> [HOW TO COMPLETE THIS TASK]: Exclude the pictures, and otherwise reproduce the data in full.

> [INPUT RECORDS]:
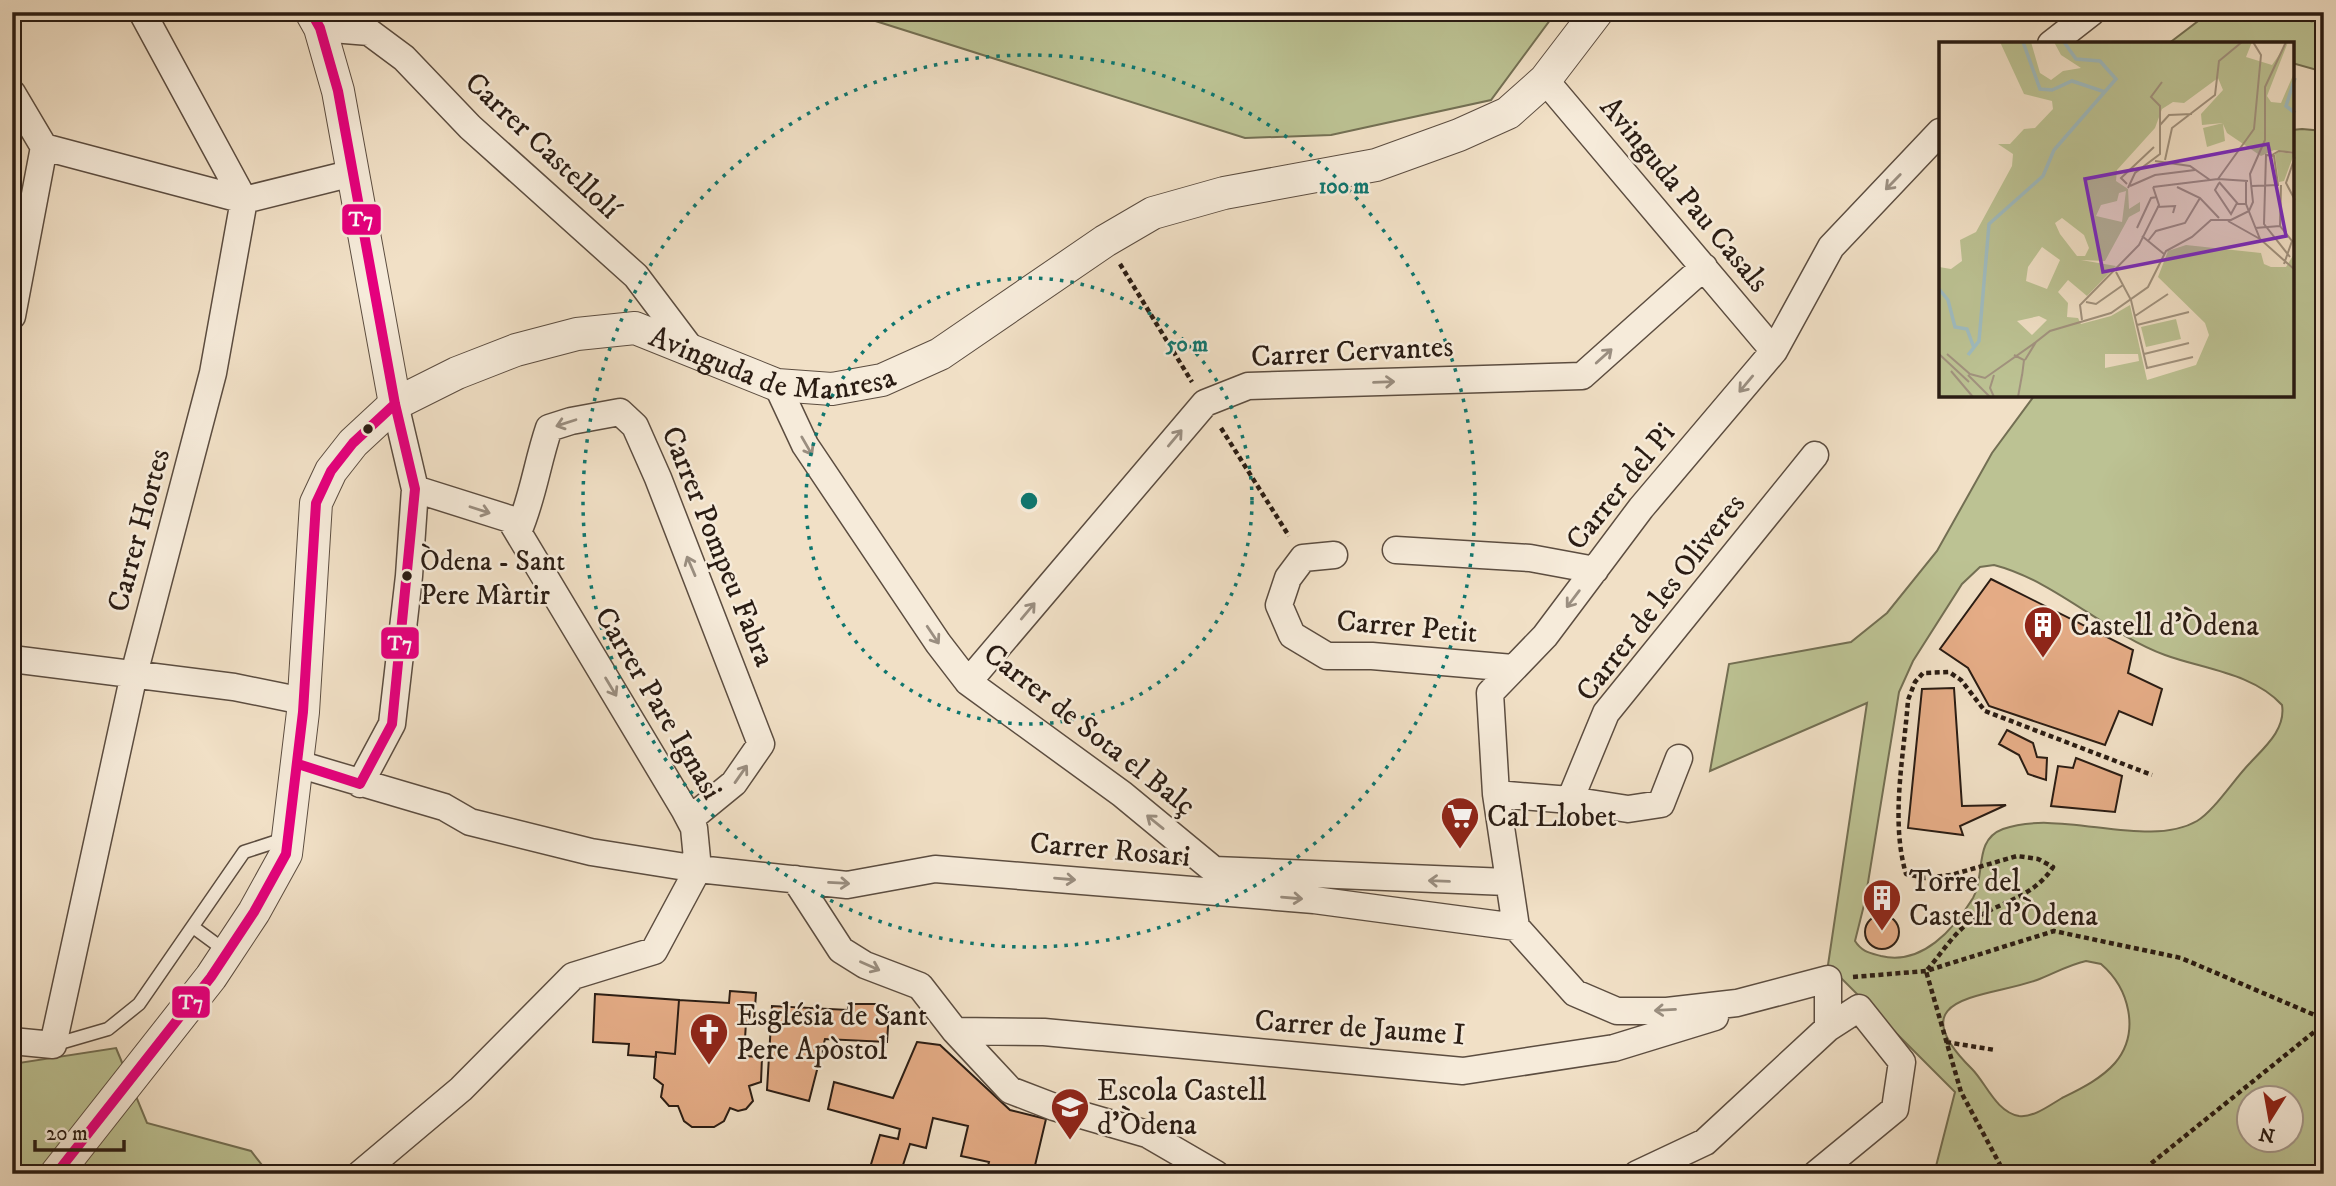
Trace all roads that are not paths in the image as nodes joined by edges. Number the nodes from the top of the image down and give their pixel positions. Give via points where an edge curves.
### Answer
1 (142, 12) edge
2 (1597, 12) edge
3 (2092, 12) edge
4 (315, 20) edge
5 (2054, 42) edge
6 (1545, 80) junction
7 (12, 93) edge
8 (1939, 134) edge
9 (44, 147) junction
10 (353, 173) junction
11 (244, 200) junction
12 (1704, 267) junction
13 (12, 316) edge
14 (1774, 351) junction
15 (694, 353) junction
16 (777, 384) junction
17 (395, 404) junction
18 (1815, 455) dead end
19 (415, 489) junction
20 (518, 532) junction
21 (1396, 550) dead end
22 (1334, 555) dead end
23 (1595, 570) junction
24 (12, 659) edge
25 (1513, 668) junction
26 (134, 674) junction
27 (968, 682) junction
28 (303, 701) junction
29 (1679, 758) dead end
30 (298, 764) junction
31 (360, 784) junction
32 (1496, 794) junction
33 (1570, 800) junction
34 (690, 819) junction
35 (288, 838) junction
36 (698, 869) junction
37 (795, 879) junction
38 (1507, 882) junction
39 (193, 927) junction
40 (1516, 927) junction
41 (228, 953) junction
42 (1792, 989) junction
43 (1828, 1028) junction
44 (955, 1031) junction
45 (12, 1041) edge
46 (53, 1045) junction
47 (56, 1174) edge
48 (360, 1174) edge
49 (1216, 1174) edge
50 (1637, 1174) edge
51 (1816, 1174) edge

1 - 11 street
2 - 6 street, Avinguda de Manresa
3 - 5 street
4 - 10 street via 338,91
4 - 15 street, Carrer Castellolí via 369,32 404,58 470,127 636,276
6 - 12 street, Avinguda Pau Casals
6 - 16 street, Avinguda de Manresa via 1508,113 1376,165 1224,192 1153,213 940,354 882,380 832,389
7 - 9 street
8 -> 14 street, Carrer del Pi via 1831,247
9 - 11 street
9 - 13 street
10 - 11 street
10 - 17 street
11 - 26 street, Carrer Hortes via 213,373
12 - 14 street, Avinguda Pau Casals
27 -> 12 street, Carrer Cervantes via 1205,403 1248,386 1582,376
14 -> 23 street, Carrer del Pi
15 - 16 street, Avinguda de Manresa
15 - 17 street, Avinguda de Manresa via 635,328 577,334 457,373
16 -> 27 street, Carrer de Sota el Balç via 805,445
17 - 19 street
17 - 28 street, Avinguda de Manresa via 331,471 316,503
18 - 33 street, Carrer de les Oliveres via 1606,713
19 -> 20 street, Carrer Pare Ignasi via 510,519
19 - 31 street via 393,724
20 -> 34 street, Carrer Pare Ignasi
34 -> 20 street, Carrer Pompeu Fabra via 734,783 761,744 658,478 635,426 620,411 549,428 534,491
21 - 23 street via 1530,558
22 - 25 street, Carrer Petit via 1303,558 1288,578 1279,605 1292,635 1326,656
23 -> 25 street, Carrer del Pi via 1545,636
24 - 26 street
25 - 32 street, Carrer del Pi via 1490,693
26 - 28 street
26 - 46 street, Carrer Hortes
38 -> 27 street, Carrer de Sota el Balç via 1214,870 1122,794
28 - 30 street, Avinguda de Manresa
29 - 33 street via 1661,804 1628,809
30 - 31 street, Carrer Rosari
30 - 35 street, Avinguda de Manresa
31 - 36 street, Carrer Rosari via 444,807 470,822 592,852
32 - 33 street
32 - 38 street, Carrer del Pi
34 - 36 street, Carrer Pare Ignasi via 695,828
35 - 39 lane via 244,852
35 - 41 street, Avinguda de Manresa via 286,854
36 - 37 street, Carrer Rosari
36 - 48 street via 653,951 573,976 461,1089
37 -> 40 street, Carrer Rosari via 846,885 935,869 1314,900
37 -> 44 street via 841,950 865,965 920,986
38 - 40 street, Carrer del Pi
39 - 41 lane
39 - 46 lane via 139,1003 108,1029
42 -> 40 street via 1737,1003 1617,1011 1575,993
41 - 47 street, Avinguda de Manresa
42 - 43 street via 1828,979
42 - 44 street, Carrer de Jaume I via 1614,1048 1463,1071 1044,1032
43 - 50 street via 1704,1143
43 - 51 street via 1859,1008 1902,1062 1895,1109
44 - 49 street via 1010,1090 1147,1133
45 - 46 street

> [RESULT OF THE EXERCISE]:
Trace all roads that are not paths in the image as nodes joined by edges. Number the nodes from the top of the image down and give their pixel positions. Give via points where an edge curves.
### Answer
1 (142, 12) edge
2 (1597, 12) edge
3 (2092, 12) edge
4 (315, 20) edge
5 (2054, 42) edge
6 (1545, 80) junction
7 (12, 93) edge
8 (1939, 134) edge
9 (44, 147) junction
10 (353, 173) junction
11 (244, 200) junction
12 (1704, 267) junction
13 (12, 316) edge
14 (1774, 351) junction
15 (694, 353) junction
16 (777, 384) junction
17 (395, 404) junction
18 (1815, 455) dead end
19 (415, 489) junction
20 (518, 532) junction
21 (1396, 550) dead end
22 (1334, 555) dead end
23 (1595, 570) junction
24 (12, 659) edge
25 (1513, 668) junction
26 (134, 674) junction
27 (968, 682) junction
28 (303, 701) junction
29 (1679, 758) dead end
30 (298, 764) junction
31 (360, 784) junction
32 (1496, 794) junction
33 (1570, 800) junction
34 (690, 819) junction
35 (288, 838) junction
36 (698, 869) junction
37 (795, 879) junction
38 (1507, 882) junction
39 (193, 927) junction
40 (1516, 927) junction
41 (228, 953) junction
42 (1792, 989) junction
43 (1828, 1028) junction
44 (955, 1031) junction
45 (12, 1041) edge
46 (53, 1045) junction
47 (56, 1174) edge
48 (360, 1174) edge
49 (1216, 1174) edge
50 (1637, 1174) edge
51 (1816, 1174) edge

1 - 11 street
2 - 6 street, Avinguda de Manresa
3 - 5 street
4 - 10 street via 338,91
4 - 15 street, Carrer Castellolí via 369,32 404,58 470,127 636,276
6 - 12 street, Avinguda Pau Casals
6 - 16 street, Avinguda de Manresa via 1508,113 1376,165 1224,192 1153,213 940,354 882,380 832,389
7 - 9 street
8 -> 14 street, Carrer del Pi via 1831,247
9 - 11 street
9 - 13 street
10 - 11 street
10 - 17 street
11 - 26 street, Carrer Hortes via 213,373
12 - 14 street, Avinguda Pau Casals
27 -> 12 street, Carrer Cervantes via 1205,403 1248,386 1582,376
14 -> 23 street, Carrer del Pi
15 - 16 street, Avinguda de Manresa
15 - 17 street, Avinguda de Manresa via 635,328 577,334 457,373
16 -> 27 street, Carrer de Sota el Balç via 805,445
17 - 19 street
17 - 28 street, Avinguda de Manresa via 331,471 316,503
18 - 33 street, Carrer de les Oliveres via 1606,713
19 -> 20 street, Carrer Pare Ignasi via 510,519
19 - 31 street via 393,724
20 -> 34 street, Carrer Pare Ignasi
34 -> 20 street, Carrer Pompeu Fabra via 734,783 761,744 658,478 635,426 620,411 549,428 534,491
21 - 23 street via 1530,558
22 - 25 street, Carrer Petit via 1303,558 1288,578 1279,605 1292,635 1326,656
23 -> 25 street, Carrer del Pi via 1545,636
24 - 26 street
25 - 32 street, Carrer del Pi via 1490,693
26 - 28 street
26 - 46 street, Carrer Hortes
38 -> 27 street, Carrer de Sota el Balç via 1214,870 1122,794
28 - 30 street, Avinguda de Manresa
29 - 33 street via 1661,804 1628,809
30 - 31 street, Carrer Rosari
30 - 35 street, Avinguda de Manresa
31 - 36 street, Carrer Rosari via 444,807 470,822 592,852
32 - 33 street
32 - 38 street, Carrer del Pi
34 - 36 street, Carrer Pare Ignasi via 695,828
35 - 39 lane via 244,852
35 - 41 street, Avinguda de Manresa via 286,854
36 - 37 street, Carrer Rosari
36 - 48 street via 653,951 573,976 461,1089
37 -> 40 street, Carrer Rosari via 846,885 935,869 1314,900
37 -> 44 street via 841,950 865,965 920,986
38 - 40 street, Carrer del Pi
39 - 41 lane
39 - 46 lane via 139,1003 108,1029
42 -> 40 street via 1737,1003 1617,1011 1575,993
41 - 47 street, Avinguda de Manresa
42 - 43 street via 1828,979
42 - 44 street, Carrer de Jaume I via 1614,1048 1463,1071 1044,1032
43 - 50 street via 1704,1143
43 - 51 street via 1859,1008 1902,1062 1895,1109
44 - 49 street via 1010,1090 1147,1133
45 - 46 street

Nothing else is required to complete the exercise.